→ Try it:
Each line below with the word "dead" needs to be copied.

________________________________________

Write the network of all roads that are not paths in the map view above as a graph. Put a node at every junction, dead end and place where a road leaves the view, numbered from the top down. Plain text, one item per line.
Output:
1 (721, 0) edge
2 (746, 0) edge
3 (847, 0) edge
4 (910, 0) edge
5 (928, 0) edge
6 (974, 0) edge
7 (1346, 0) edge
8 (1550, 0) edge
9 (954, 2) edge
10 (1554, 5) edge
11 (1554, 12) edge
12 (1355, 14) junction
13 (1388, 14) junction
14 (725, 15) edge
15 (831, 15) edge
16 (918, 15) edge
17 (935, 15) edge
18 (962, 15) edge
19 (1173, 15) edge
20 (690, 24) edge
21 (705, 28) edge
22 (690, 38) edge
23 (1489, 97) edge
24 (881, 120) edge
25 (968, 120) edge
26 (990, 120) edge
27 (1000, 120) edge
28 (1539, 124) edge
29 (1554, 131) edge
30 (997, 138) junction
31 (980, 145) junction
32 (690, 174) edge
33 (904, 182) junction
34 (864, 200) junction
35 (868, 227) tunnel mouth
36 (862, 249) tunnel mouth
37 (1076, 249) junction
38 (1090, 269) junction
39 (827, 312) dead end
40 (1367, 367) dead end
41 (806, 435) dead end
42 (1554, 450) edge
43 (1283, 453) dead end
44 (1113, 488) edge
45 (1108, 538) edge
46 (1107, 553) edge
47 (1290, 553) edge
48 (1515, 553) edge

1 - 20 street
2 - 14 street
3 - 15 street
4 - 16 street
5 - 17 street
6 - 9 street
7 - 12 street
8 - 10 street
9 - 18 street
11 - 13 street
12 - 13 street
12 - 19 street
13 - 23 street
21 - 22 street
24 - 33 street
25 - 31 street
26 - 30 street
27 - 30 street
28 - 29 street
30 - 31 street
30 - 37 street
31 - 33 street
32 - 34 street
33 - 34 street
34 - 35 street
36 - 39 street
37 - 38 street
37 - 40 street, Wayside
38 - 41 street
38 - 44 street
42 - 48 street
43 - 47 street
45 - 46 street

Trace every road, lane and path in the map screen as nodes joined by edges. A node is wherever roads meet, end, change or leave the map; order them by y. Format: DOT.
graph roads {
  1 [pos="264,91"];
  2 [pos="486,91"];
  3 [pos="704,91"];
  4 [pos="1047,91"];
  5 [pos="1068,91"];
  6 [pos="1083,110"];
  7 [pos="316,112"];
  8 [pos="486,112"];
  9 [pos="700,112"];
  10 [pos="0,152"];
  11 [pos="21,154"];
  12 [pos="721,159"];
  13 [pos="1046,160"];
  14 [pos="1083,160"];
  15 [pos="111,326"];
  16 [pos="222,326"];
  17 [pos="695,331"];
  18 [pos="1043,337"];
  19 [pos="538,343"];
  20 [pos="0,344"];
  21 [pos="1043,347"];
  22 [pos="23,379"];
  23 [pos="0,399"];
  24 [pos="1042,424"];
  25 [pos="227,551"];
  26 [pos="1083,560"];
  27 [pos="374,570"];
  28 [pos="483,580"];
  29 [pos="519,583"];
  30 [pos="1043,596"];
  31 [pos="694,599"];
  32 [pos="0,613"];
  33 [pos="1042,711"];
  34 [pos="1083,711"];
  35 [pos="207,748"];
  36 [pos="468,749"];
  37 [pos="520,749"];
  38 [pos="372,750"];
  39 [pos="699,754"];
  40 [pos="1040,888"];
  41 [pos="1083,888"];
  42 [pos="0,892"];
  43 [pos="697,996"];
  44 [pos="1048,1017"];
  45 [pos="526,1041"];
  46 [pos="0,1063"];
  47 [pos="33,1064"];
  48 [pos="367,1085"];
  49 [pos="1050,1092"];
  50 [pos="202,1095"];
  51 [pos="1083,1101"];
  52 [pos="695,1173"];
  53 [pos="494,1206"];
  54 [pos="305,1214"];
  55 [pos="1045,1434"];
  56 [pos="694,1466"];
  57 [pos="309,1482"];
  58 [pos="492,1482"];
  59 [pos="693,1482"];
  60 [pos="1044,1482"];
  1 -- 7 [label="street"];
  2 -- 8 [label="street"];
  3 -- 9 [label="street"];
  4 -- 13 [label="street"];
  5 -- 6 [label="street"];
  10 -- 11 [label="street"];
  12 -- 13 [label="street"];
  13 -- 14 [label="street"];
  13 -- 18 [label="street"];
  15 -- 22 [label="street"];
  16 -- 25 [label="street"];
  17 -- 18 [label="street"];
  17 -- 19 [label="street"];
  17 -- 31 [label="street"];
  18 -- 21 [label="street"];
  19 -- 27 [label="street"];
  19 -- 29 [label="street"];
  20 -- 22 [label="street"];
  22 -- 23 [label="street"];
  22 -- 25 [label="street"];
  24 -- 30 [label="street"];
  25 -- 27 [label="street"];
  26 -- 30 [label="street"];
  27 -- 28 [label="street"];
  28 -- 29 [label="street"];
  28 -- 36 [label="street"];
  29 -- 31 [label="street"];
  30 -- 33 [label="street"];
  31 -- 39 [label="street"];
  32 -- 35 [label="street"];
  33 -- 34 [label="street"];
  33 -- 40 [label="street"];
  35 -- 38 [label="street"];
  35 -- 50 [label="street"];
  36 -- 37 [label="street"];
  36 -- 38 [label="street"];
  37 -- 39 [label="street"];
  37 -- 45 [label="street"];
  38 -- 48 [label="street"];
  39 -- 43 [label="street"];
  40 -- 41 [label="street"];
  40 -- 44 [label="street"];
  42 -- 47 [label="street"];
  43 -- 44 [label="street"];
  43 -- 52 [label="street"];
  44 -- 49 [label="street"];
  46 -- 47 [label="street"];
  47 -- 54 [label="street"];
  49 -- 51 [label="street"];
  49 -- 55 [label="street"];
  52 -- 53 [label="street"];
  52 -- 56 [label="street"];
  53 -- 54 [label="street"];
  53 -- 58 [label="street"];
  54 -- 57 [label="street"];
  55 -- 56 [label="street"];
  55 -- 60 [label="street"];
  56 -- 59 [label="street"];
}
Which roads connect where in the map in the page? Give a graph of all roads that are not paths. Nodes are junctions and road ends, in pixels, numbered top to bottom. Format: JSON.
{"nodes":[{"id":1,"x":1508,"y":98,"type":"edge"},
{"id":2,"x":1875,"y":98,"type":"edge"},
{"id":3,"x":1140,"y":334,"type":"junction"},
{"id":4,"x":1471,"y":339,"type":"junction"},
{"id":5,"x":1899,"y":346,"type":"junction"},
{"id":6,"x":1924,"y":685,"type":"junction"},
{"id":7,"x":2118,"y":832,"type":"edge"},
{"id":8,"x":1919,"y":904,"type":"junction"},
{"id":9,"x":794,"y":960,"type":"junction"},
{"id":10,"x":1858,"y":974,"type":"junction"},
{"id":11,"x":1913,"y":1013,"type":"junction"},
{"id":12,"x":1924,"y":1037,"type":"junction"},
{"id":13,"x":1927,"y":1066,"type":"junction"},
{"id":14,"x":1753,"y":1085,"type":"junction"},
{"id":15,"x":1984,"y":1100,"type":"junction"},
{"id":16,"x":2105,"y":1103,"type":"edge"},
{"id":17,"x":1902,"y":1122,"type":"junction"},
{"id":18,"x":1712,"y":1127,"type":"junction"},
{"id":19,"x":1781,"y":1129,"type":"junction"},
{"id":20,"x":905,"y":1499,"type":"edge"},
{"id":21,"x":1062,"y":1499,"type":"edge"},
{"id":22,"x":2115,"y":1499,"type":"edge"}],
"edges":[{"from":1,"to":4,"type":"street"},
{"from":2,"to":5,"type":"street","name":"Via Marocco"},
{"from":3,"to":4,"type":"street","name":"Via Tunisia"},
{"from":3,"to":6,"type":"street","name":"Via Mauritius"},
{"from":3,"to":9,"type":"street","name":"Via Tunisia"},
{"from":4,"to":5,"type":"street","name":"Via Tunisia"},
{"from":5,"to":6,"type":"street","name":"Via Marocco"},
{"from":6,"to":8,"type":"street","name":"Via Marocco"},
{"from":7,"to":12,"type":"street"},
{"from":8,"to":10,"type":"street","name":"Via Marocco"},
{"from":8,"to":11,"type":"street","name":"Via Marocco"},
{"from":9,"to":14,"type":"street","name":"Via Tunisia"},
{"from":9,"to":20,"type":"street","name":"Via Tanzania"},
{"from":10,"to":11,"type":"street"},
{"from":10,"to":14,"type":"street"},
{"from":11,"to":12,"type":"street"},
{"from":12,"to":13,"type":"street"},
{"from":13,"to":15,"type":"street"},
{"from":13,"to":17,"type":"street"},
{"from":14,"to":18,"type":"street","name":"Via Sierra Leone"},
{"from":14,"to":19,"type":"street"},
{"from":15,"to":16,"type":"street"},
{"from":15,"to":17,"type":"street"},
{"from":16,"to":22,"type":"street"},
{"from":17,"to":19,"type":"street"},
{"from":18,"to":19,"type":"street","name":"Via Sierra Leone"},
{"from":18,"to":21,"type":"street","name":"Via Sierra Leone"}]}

________________________________________

→ Answer for this exercise:
Write the network of all roads that are not paths in the map view above as a graph. Put a node at every junction, dead end and place where a road leaves the view, numbered from the top down. Plain text, one item per line.
39 (827, 312) dead end
40 (1367, 367) dead end
41 (806, 435) dead end
43 (1283, 453) dead end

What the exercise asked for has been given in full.